Pero este yo lírico jamás se expone totalmente, nunca da de sí mismo una imagen rotunda ni absoluta pero tampoco cesa de transmitir en los sucesivos poemas aspectos de su modo de ser y estar en un instante. Cuando no prima el aspecto emotivo, como en los poemas citados, prepondera el reflexivo, como en el caso del brevísimo y fulgurante poema titulado “El pez”: “¿Por qué quise,/ con la mano en el agua, traerlo/ al aire? Nada en el aire/ le pertenece al pez”. Un gesto casual, la visión de un pez en el agua y el intento de capturarlo, dispara esa suerte de aforismo. Como eco y síntesis de un extenso poema de Elizabeth Bishop, este texto habla a su vez de una filiación de la poética de María Calviño con la tradición anglosajona (tenemos también un acápite de Wallace Stevens al comienzo del poemario y la mención de un autor casi secreto como De la Mare) y de una extrema sensibilidad ante cualquier forma de violencia. Lastima aquí al yo lírico la mera posibilidad de sentirse partícipe de un hecho que, aún en su aparente nimiedad, es brutal en la medida en que interrumpe la imagen armónica del ser que vive en su elemento. Este sujeto enunciativo en extremo sensible reafirma esa actitud al mostrarse muy a menudo vacilante, dubitativo, inseguro. La estrategia para producir ese efecto es la pregunta: “¿Veremos un día despejarse las cimas/ De estos montes oscuros?”, leemos en “Diluvio”. “Yo dibujo/ una red de pasos, ¿Te atrapará/ Mi danza?”, en “Salomé”. “¿Quién volverá a dibujar en el vapor/ Del vidrio la ciudad?”, en “Escorzo” y también la pregunta de “El pez”. El que interroga y se interroga, el que está en estado de incertidumbre, compone de sí una imagen de la fragilidad y de la indefensión.

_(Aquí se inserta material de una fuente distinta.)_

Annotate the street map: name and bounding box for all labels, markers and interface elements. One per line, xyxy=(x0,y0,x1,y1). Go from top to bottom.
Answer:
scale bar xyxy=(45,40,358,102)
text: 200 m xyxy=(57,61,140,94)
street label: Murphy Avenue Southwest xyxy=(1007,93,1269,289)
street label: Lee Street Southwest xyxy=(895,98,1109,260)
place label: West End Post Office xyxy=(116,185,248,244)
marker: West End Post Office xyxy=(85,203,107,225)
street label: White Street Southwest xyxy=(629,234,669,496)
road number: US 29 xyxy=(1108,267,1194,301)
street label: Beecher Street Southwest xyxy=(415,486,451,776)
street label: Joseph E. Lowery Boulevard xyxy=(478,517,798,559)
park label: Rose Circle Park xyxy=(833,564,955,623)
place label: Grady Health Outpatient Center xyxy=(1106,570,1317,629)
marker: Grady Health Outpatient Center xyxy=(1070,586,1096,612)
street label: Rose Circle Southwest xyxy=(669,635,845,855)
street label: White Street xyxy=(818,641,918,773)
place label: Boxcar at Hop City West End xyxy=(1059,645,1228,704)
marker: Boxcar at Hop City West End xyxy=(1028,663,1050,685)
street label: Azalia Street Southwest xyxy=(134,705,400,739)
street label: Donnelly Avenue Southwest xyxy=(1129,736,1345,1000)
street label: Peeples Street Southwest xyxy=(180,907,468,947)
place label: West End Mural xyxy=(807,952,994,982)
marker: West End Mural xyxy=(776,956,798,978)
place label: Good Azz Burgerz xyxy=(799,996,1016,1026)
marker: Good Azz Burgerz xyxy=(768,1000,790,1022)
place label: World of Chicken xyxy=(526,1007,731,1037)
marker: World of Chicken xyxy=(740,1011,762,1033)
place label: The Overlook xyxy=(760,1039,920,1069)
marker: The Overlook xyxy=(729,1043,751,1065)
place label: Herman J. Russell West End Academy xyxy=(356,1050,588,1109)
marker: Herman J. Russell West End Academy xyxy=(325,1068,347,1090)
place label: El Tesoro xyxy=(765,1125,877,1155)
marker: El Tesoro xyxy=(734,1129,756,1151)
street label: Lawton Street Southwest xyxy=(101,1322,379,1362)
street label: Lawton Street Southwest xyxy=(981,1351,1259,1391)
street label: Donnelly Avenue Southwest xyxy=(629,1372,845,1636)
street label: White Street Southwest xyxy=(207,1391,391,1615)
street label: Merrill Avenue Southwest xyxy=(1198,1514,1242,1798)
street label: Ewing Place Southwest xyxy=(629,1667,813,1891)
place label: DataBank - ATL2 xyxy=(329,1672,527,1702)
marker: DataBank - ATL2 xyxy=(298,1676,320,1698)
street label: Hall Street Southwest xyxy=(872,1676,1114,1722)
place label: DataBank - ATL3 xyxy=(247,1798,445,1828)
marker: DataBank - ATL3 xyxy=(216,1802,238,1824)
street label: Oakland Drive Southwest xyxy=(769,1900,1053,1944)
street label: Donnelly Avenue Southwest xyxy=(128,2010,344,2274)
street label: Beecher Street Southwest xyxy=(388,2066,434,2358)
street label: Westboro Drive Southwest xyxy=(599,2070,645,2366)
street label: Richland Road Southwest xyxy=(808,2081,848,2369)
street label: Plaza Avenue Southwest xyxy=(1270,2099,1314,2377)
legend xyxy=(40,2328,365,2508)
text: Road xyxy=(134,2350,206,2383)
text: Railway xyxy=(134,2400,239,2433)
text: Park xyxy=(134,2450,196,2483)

Este mismo yo que no sabe, este yo que pregunta y evoca a los ausentes es el adulto que añora el tiempo de la infancia perdida aunque no por completo. Porque si bien es cierto que, como se nos dice en “Patio”, “Nada de magia/ queda/ para los ojos crecidos”, el arte de María Calviño es tan sutil como para que no sea legítimo tomar esta afirmación (atada a una circunstancia puntual) como una verdad válida para todos los contextos en los que el yo se halla y habla. La “luz de los inviernos de la infancia” mencionada en “Río abajo”, ¿está completamente perdida o es lícito pensar que se recobra mediante la memoria y el retorno a ciertos lugares? Y más aún, en “Entrelíneas…” se presenta un deber hacer que se soslaya justificado en una actitud “infantil” según la cual prima el deseo y no la convención social. Dice la estrofa: “Si alguien llama a la puerta/ De esta sala vacía, / Los oyentes, nosotros,/ deberíamos atender/ como puntuales huéspedes./ Pero una vez más dóciles/ a la imaginación/ de la infancia/ Invisibles/ Quedamos repitiendo/ La misma pregunta fugaz”. ¿No prima aquí, en el adulto, una actitud más atenta a la inmediatez de lo infantil que al deber ser del adulto? De todas maneras, aunque no afirmamos nada, sentimos siempre en estos textos que vamos demasiado lejos en la asignación de sentido. ¿Porque no se trata tan solo aquí de una danza de fantasmas de la memoria? ¿No son la sala, la puerta, el visitante que llama, meros significantes que no designan objetos sino que dan cuerpo a un sentimiento de pérdida? Nos quedan, como al yo lírico, las preguntas.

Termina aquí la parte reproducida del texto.